Она перебирала на вешалке одно платье за другим, пока весь разноцветный ряд не закончился. Затем принялась передёргивать снова, но уже в обратном порядке. И с каждым разом её движения становились всё резче и раздражительнее. Так продолжалось до тех пор, пока хлипкая, старинная вешалка не начала ходить ходуном, рискуя развалиться и опрокинуть на пол весь гардероб своенравной модницы.
– Нет, это немыслимо! – упавшим голосом произнесла Амелия и, собрав в охапку половину своих нарядов, метнула их на кровать.
– Позвольте, я помогу вам, – послышался позади застенчивый голос горничной.
Беата подошла к вороху скомканной одежды и стала бережно её разбирать. И тут ей попалось в руки платье из сиреневого бархата. Оно как-то сразу привлекло её внимание своим переливающимся оттенком, совсем как у фиалок, что топорщились из горшочков в оранжерее матушки, нежно прижимаясь друг к другу.
– Тебе понравилось это? – удивилась Амелия.
Беата в знак согласия молча кивнула головой и протянула платье принцессе.
– Что ж, пожалуй, ты права… Оно и в самом деле подходит для вечернего бала.
– Простите, вы сказали «бала»? – несмело переспросила Беата.

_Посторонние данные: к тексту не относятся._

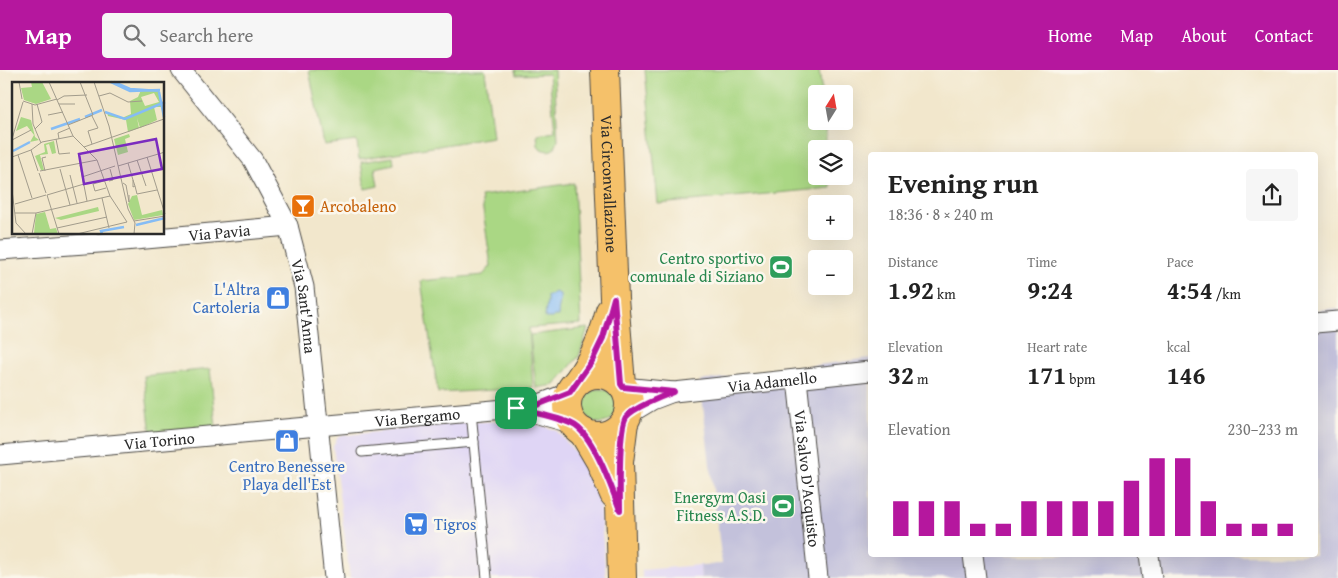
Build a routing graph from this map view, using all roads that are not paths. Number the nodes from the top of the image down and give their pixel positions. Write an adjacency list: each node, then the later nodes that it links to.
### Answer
1 (181, 70): 3 (street, Via Sant'Anna)
2 (605, 70): 5 (main road, Via Circonvallazione)
3 (288, 226): 4 (street, Via Pavia); 16 (street, Via Sant'Anna)
4 (0, 250)
5 (614, 298): 10 (main road, Via Circonvallazione); 11 (main road)
6 (1338, 321): 7 (street)
7 (1318, 323)
8 (868, 371): 9 (street, Via Adamello)
9 (797, 379): 12 (street, Via Adamello); 27 (street, Via Salvo D'Acquisto)
10 (622, 386): 11 (main road); 12 (street); 15 (main road)
11 (574, 387): 13 (street, Via Bergamo); 17 (main road)
12 (674, 392): 15 (street)
13 (516, 408): 14 (street, Via Bergamo); 17 (street, Via Bergamo)
14 (471, 412): 16 (street, Via Bergamo); 18 (lane)
15 (625, 419): 17 (main road); 21 (main road)
16 (318, 427): 20 (street, Via Torino); 24 (street, Via Sant'Anna)
17 (578, 428): 21 (main road)
18 (474, 442): 19 (lane); 25 (lane)
19 (362, 452)
20 (0, 456)
21 (620, 510): 26 (main road)
22 (973, 557): 28 (street)
23 (1149, 557): 29 (street)
24 (334, 578)
25 (487, 578)
26 (622, 578)
27 (818, 578)
28 (976, 578)
29 (1152, 578)

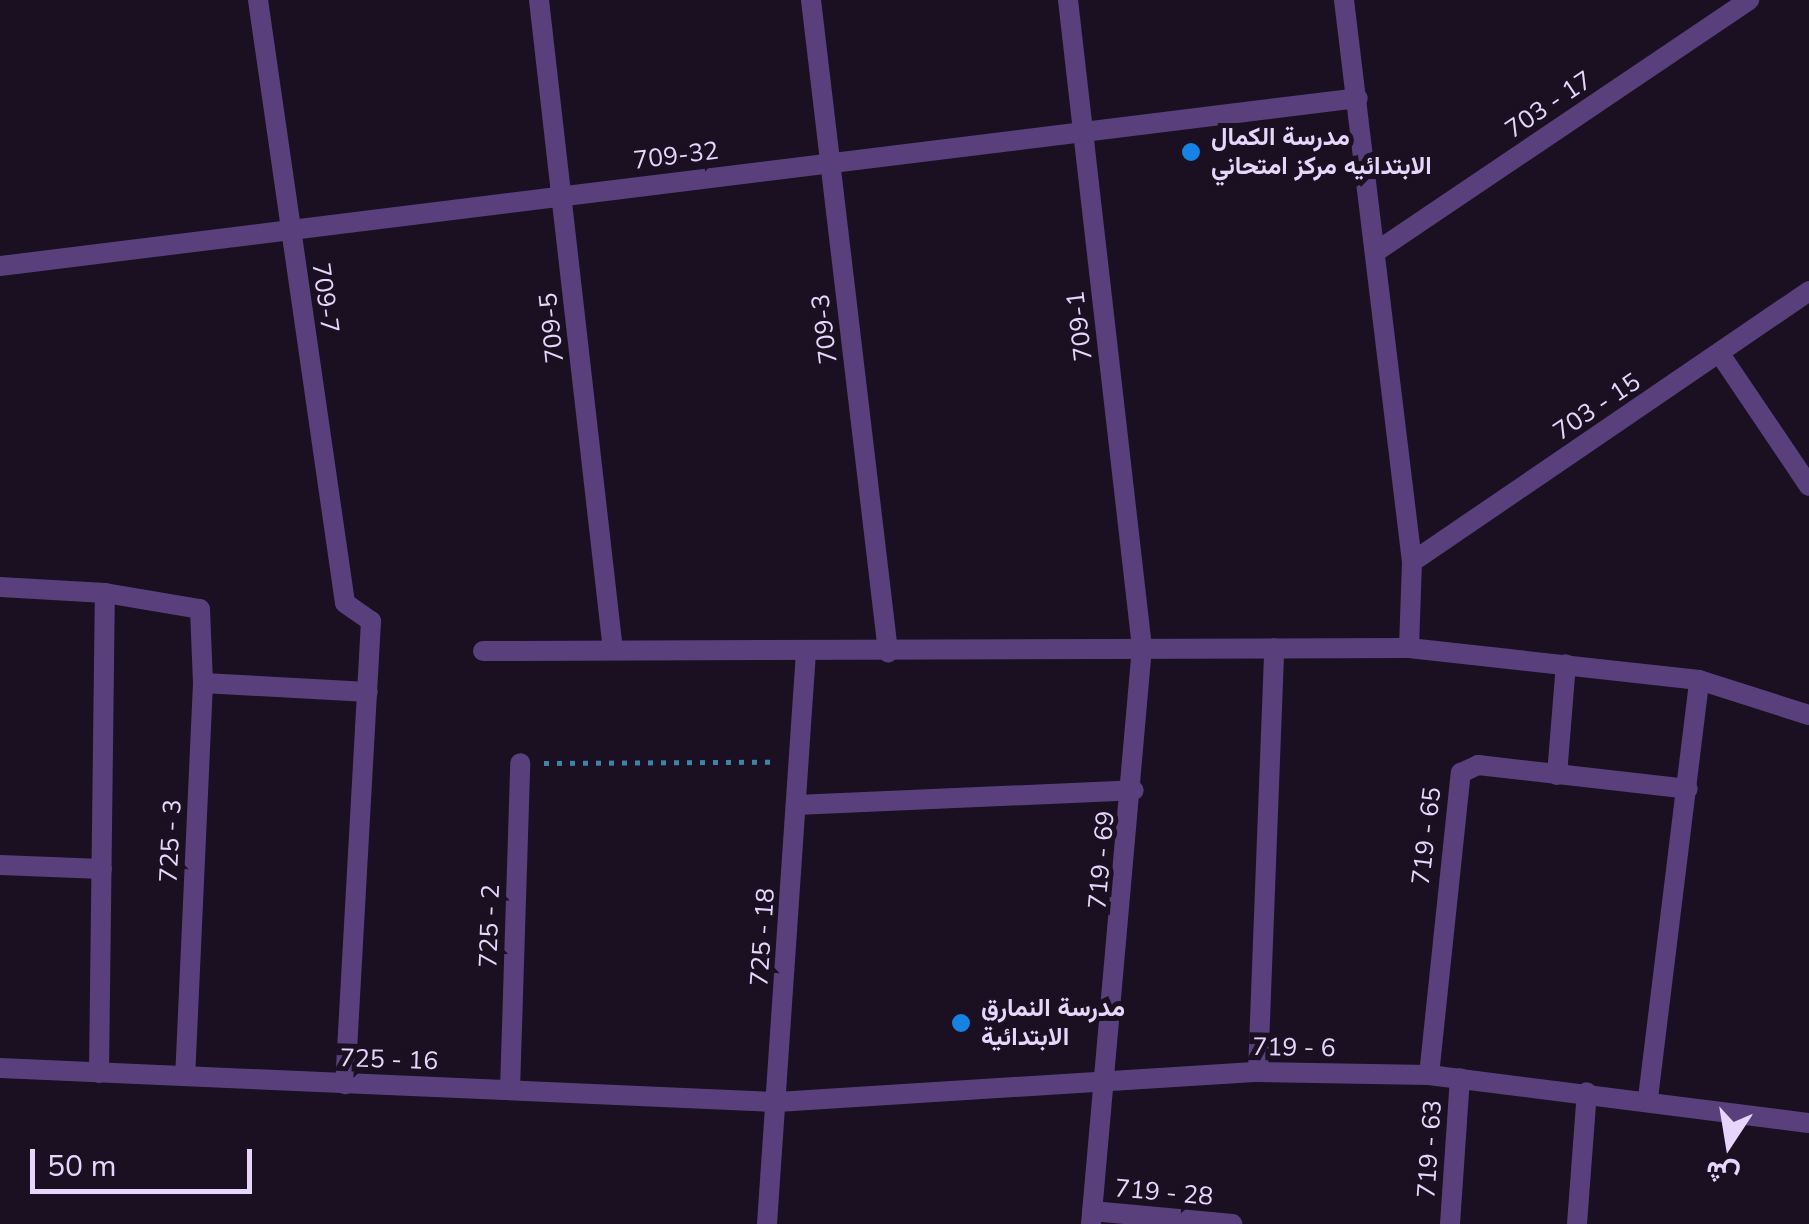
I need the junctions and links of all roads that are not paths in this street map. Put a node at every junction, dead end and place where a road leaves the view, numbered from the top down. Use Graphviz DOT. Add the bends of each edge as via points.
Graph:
graph roads {
  1 [pos="258,0"];
  2 [pos="539,0"];
  3 [pos="811,0"];
  4 [pos="1068,0"];
  5 [pos="1344,0"];
  6 [pos="1749,0"];
  7 [pos="1358,98"];
  8 [pos="1083,131"];
  9 [pos="830,162"];
  10 [pos="562,196"];
  11 [pos="290,230"];
  12 [pos="1377,251"];
  13 [pos="0,266"];
  14 [pos="1809,291"];
  15 [pos="1720,354"];
  16 [pos="1809,486"];
  17 [pos="1412,562"];
  18 [pos="0,587"];
  19 [pos="105,592"];
  20 [pos="1142,647"];
  21 [pos="1274,648"];
  22 [pos="1409,648"];
  23 [pos="614,650"];
  24 [pos="483,651"];
  25 [pos="806,652"];
  26 [pos="888,652"];
  27 [pos="1566,664"];
  28 [pos="1699,680"];
  29 [pos="203,683"];
  30 [pos="368,692"];
  31 [pos="1809,715"];
  32 [pos="520,763"];
  33 [pos="1556,775"];
  34 [pos="1688,789"];
  35 [pos="1134,790"];
  36 [pos="796,805"];
  37 [pos="0,866"];
  38 [pos="102,870"];
  39 [pos="0,1068"];
  40 [pos="99,1072"];
  41 [pos="1258,1072"];
  42 [pos="185,1075"];
  43 [pos="1429,1075"];
  44 [pos="1107,1078"];
  45 [pos="1460,1078"];
  46 [pos="345,1084"];
  47 [pos="510,1090"];
  48 [pos="1587,1092"];
  49 [pos="1648,1098"];
  50 [pos="777,1102"];
  51 [pos="1809,1124"];
  52 [pos="1092,1218"];
  53 [pos="766,1224"];
  54 [pos="1232,1224"];
  55 [pos="1450,1224"];
  56 [pos="1577,1224"];
  1 -- 11 [label="street, 709-7"];
  2 -- 10 [label="street, 709-5"];
  3 -- 9 [label="street, 709-3"];
  4 -- 8 [label="street, 709-1"];
  5 -- 7 [label="street"];
  6 -- 12 [label="street, 703 - 17"];
  7 -- 8 [label="street, 709-32"];
  7 -- 12 [label="street"];
  8 -- 9 [label="street, 709-32"];
  8 -- 20 [label="street, 709-1"];
  9 -- 10 [label="street, 709-32"];
  9 -- 26 [label="street, 709-3"];
  10 -- 11 [label="street, 709-32"];
  10 -- 23 [label="street, 709-5"];
  11 -- 13 [label="street, 709-32"];
  11 -- 30 [label="street, 709-7" via="345,603 371,621"];
  12 -- 17 [label="street"];
  14 -- 15 [label="street, 703 - 15"];
  15 -- 16 [label="street"];
  15 -- 17 [label="street, 703 - 15"];
  17 -- 22 [label="street"];
  18 -- 19 [label="street"];
  19 -- 29 [label="street, 725 - 3" via="200,609"];
  19 -- 38 [label="street"];
  20 -- 21 [label="street"];
  20 -- 26 [label="street"];
  20 -- 35 [label="street, 719 - 69"];
  21 -- 22 [label="street"];
  21 -- 41 [label="street"];
  22 -- 27 [label="street"];
  23 -- 24 [label="street"];
  23 -- 25 [label="street"];
  25 -- 26 [label="street"];
  25 -- 36 [label="street, 725 - 18"];
  27 -- 28 [label="street"];
  27 -- 33 [label="street"];
  28 -- 31 [label="street"];
  28 -- 34 [label="street"];
  29 -- 30 [label="street"];
  29 -- 42 [label="street, 725 - 3"];
  30 -- 46 [label="street"];
  32 -- 47 [label="street, 725 - 2"];
  33 -- 34 [label="street, 719 - 65"];
  33 -- 43 [label="street, 719 - 65" via="1478,765 1461,773"];
  34 -- 49 [label="street"];
  35 -- 36 [label="street"];
  35 -- 44 [label="street, 719 - 69"];
  36 -- 50 [label="street, 725 - 18"];
  37 -- 38 [label="street"];
  38 -- 40 [label="street"];
  39 -- 40 [label="street, 725 - 16"];
  40 -- 42 [label="street, 725 - 16"];
  41 -- 43 [label="street, 719 - 6"];
  41 -- 44 [label="street, 719 - 6"];
  42 -- 46 [label="street, 725 - 16"];
  43 -- 45 [label="street, 719 - 6"];
  44 -- 50 [label="street, 719 - 6"];
  44 -- 52 [label="street, 719 - 69"];
  45 -- 48 [label="street, 719 - 6"];
  45 -- 55 [label="street, 719 - 63"];
  46 -- 47 [label="street, 725 - 16"];
  47 -- 50 [label="street, 725 - 16"];
  48 -- 49 [label="street, 719 - 6"];
  48 -- 56 [label="street"];
  49 -- 51 [label="street, 719 - 6"];
  50 -- 53 [label="street, 725 - 18"];
  52 -- 54 [label="street, 719 - 28"];
}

– Да. А разве ты не слышала, что в честь приезда моей матушки, граф, м-м-м… в общем, хозяин этого замка устраивает бал с праздничным фейерверком. Ты когда-нибудь была на балу?
– Нет, не была, – ответила Беата, вспоминая свою давнюю мечту. – Но однажды я была приглашена. Правда, этот бал так и не состоялся.
– Интересно, и кто же мог тебя пригласить?
– Одна герцогиня.
– Но ты же наверняка не умеешь танцевать?
– Эта госпожа была добра ко мне и преподала несколько уроков. Она даже заказала у портного бальное платье для меня.
– И что же случилось дальше?
– Судьбе было угодно распорядиться иначе.
Беата опустила погрустневшие глаза в пол. Видя опечаленный взгляд горничной, Амелия выдержала паузу, видимо, что-то решая, а затем неожиданно предложила:
– А хочешь, я тебе его подарю?
Беата, в замешательстве не зная, что ответить, замотала головой, наотрез отказываясь от щедрого подарка.
– Это ваше, – сказала она и протянула платье принцессе.
– Не понимаю, – недовольно скривив губы, ответила та, – оно же тебе понравилось. Так или не так?
– Да, очень, – проговорила Беата. – Но куда я его надену?
– А что, если я проведу тебя на бал, как свою подружку, и никто ни о чём не догадается. Все подумают, что ты дочь какого-нибудь местного аристократа. Ты даже сможешь станцевать с моим братом. Он очень хорошо танцует.
У Беаты снова зарделись щёки.
– Давай ты для начала примеришь его, а то вдруг не подойдёт. – И Амелия приняла платье из рук служанки. – Ступай за ширму и сними свои вещи, а я тебе его подам. Беата, по-прежнему чувствуя сильное стеснение, осталась стоять на месте.